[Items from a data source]
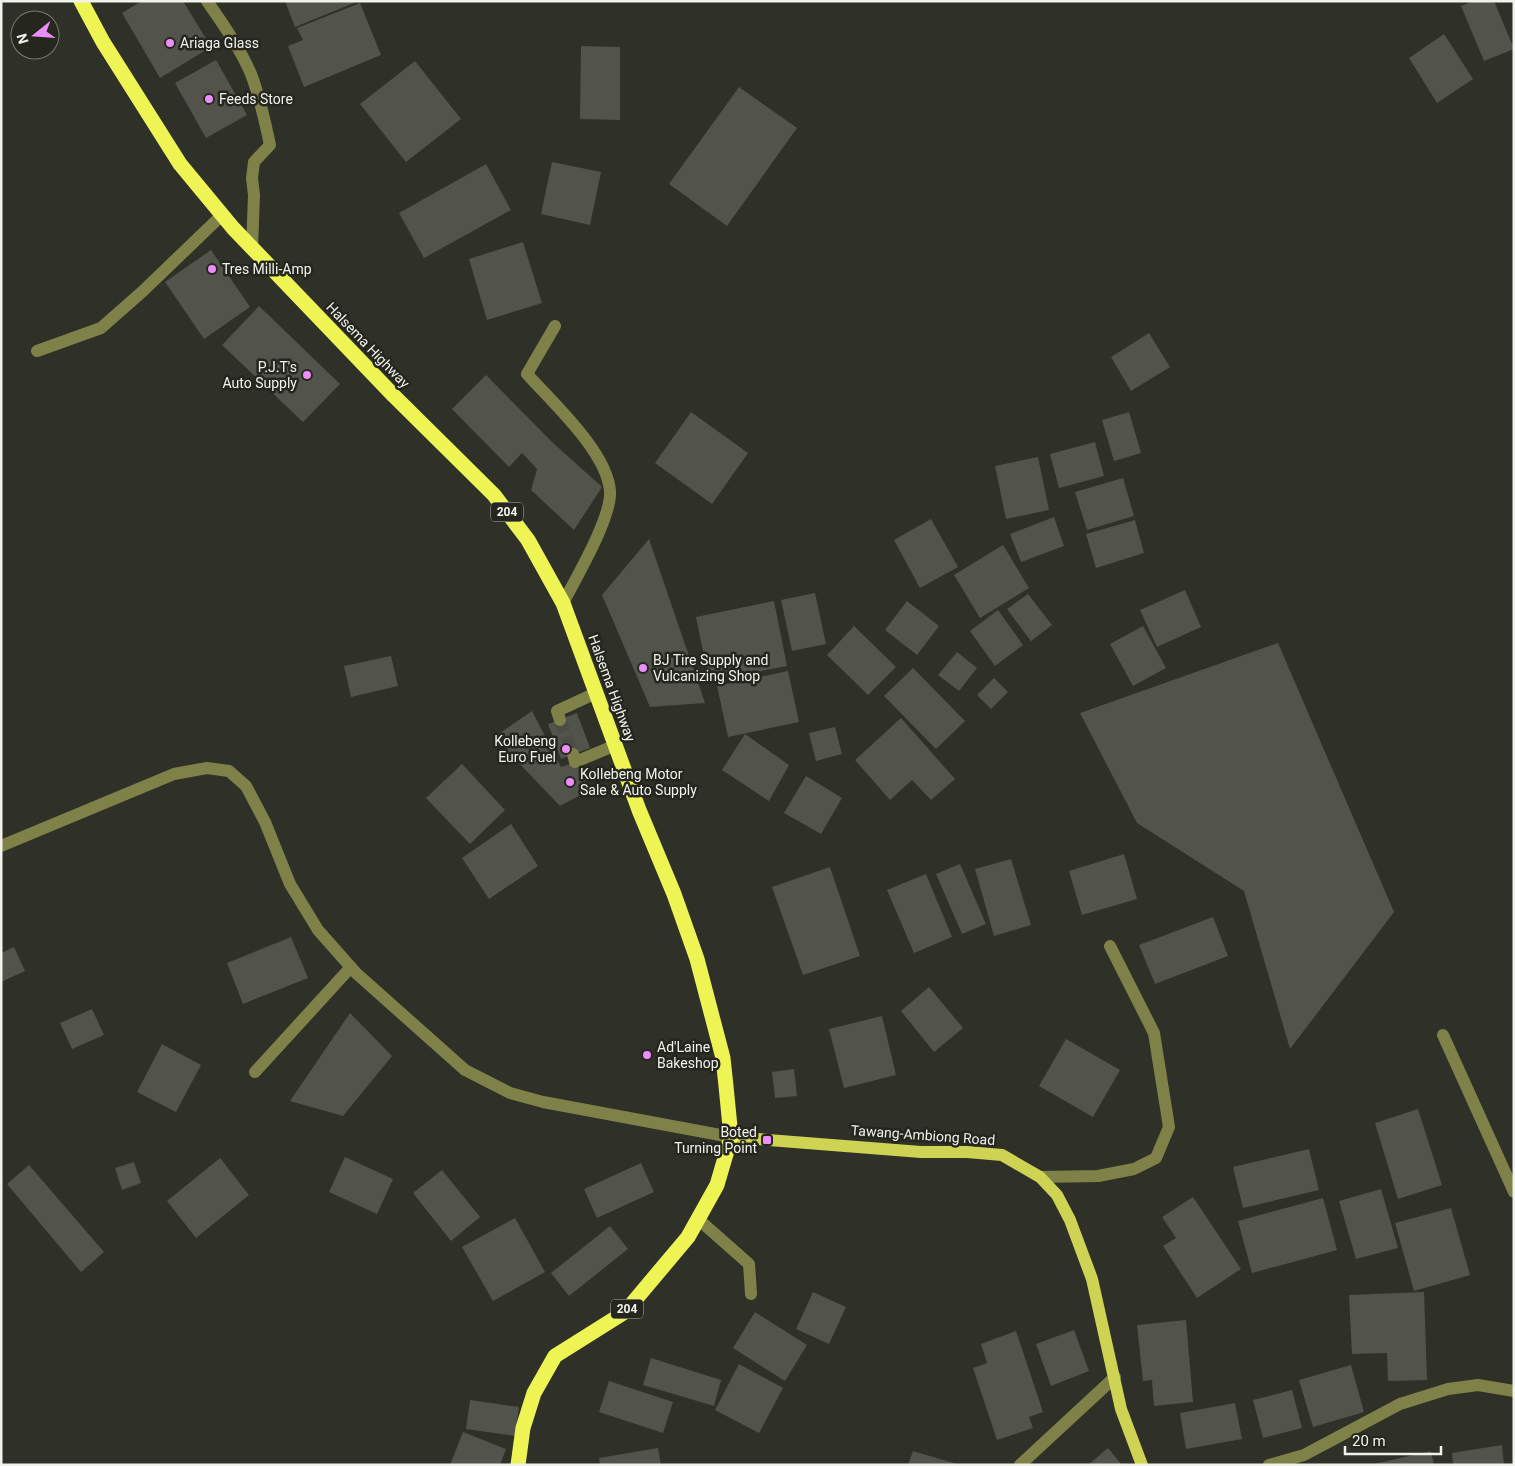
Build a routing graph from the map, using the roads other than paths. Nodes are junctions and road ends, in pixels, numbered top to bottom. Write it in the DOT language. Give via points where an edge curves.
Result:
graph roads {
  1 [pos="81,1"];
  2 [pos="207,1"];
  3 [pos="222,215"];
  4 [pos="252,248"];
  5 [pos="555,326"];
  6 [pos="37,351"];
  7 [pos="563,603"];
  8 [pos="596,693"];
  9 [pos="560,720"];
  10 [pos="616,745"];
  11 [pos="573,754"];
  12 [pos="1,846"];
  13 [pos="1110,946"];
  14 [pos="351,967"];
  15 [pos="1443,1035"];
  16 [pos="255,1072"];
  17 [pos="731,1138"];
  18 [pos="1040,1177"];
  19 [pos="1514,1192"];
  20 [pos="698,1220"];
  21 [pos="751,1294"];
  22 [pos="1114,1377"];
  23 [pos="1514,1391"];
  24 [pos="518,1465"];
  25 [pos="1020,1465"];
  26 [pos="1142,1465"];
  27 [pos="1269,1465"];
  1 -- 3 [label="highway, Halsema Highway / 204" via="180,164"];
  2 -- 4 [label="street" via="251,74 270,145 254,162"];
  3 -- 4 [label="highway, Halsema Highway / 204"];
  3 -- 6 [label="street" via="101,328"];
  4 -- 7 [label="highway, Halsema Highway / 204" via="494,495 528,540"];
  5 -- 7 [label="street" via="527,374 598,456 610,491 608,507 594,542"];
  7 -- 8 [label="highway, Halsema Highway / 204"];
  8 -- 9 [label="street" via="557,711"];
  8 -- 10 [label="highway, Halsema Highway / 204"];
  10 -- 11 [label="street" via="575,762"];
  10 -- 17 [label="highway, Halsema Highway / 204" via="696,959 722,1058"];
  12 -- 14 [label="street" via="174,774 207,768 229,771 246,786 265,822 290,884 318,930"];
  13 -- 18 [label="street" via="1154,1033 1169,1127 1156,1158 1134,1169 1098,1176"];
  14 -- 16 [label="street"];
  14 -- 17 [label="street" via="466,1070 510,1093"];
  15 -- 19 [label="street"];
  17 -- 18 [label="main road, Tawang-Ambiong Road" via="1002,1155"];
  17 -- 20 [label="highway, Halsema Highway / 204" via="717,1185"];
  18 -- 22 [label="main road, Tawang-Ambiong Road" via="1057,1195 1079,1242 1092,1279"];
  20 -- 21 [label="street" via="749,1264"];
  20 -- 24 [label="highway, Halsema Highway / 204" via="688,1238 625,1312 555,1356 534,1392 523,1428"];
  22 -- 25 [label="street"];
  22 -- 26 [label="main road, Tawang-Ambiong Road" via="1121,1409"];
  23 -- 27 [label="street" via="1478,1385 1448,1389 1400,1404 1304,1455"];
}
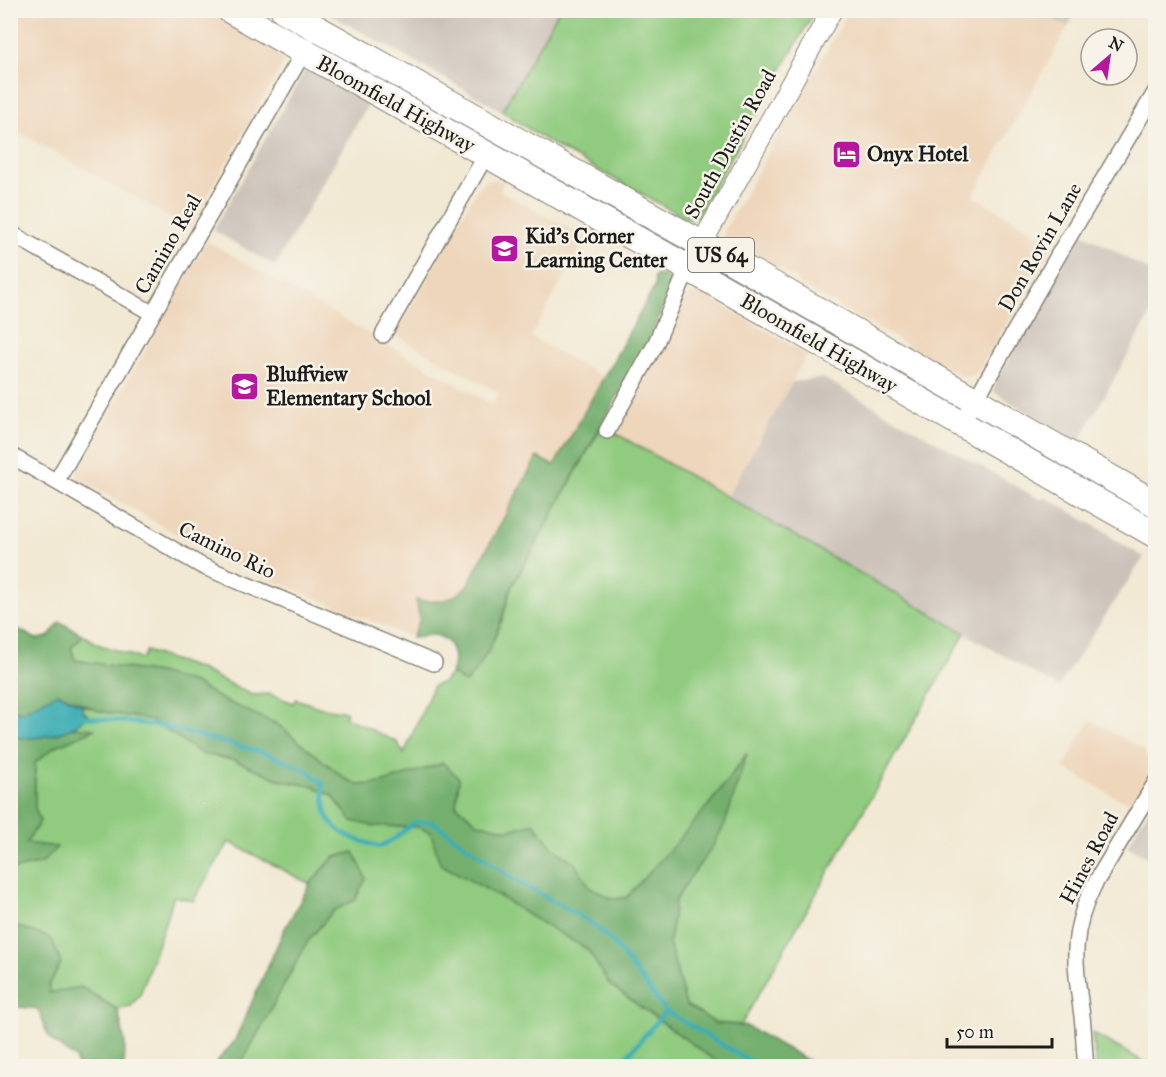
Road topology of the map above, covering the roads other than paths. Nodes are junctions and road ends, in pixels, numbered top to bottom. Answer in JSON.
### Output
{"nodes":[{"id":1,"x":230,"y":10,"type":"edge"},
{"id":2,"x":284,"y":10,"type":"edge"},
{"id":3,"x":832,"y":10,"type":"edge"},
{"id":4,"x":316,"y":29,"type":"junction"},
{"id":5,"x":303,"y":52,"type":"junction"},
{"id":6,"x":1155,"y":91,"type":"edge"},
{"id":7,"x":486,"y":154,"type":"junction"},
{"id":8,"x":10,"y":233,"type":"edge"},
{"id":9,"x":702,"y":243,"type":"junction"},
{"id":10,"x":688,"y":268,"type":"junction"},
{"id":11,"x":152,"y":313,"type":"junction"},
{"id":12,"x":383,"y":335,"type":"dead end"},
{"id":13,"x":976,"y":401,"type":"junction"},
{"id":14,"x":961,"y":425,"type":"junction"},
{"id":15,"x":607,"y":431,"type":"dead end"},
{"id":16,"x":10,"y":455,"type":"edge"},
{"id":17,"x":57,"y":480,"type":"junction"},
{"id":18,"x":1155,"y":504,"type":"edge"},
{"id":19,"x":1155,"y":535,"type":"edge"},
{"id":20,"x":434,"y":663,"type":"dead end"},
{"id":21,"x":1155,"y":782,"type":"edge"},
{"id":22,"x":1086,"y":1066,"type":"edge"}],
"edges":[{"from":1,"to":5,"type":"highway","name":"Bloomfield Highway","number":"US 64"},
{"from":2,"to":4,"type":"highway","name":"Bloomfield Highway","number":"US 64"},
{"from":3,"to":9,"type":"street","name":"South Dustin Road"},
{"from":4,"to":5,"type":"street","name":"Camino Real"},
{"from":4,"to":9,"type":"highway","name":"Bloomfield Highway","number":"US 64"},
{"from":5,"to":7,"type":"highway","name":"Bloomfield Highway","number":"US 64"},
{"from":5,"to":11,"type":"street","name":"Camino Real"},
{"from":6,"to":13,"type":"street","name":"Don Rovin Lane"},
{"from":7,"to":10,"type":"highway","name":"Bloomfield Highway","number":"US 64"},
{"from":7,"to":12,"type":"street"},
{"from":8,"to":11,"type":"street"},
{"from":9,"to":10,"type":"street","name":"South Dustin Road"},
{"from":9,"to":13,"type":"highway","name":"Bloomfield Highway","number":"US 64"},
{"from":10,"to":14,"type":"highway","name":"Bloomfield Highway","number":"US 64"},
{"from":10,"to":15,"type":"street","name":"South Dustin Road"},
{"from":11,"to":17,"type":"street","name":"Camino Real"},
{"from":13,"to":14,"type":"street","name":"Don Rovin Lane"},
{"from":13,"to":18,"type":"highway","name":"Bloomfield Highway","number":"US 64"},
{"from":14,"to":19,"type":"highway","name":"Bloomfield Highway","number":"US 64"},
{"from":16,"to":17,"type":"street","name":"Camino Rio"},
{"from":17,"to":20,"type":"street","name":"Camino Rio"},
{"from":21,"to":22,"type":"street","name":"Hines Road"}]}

### Exercise aim
Number of lines with the string "Halsema" in the data above: report this figure and nothing more.

### Response to this task
8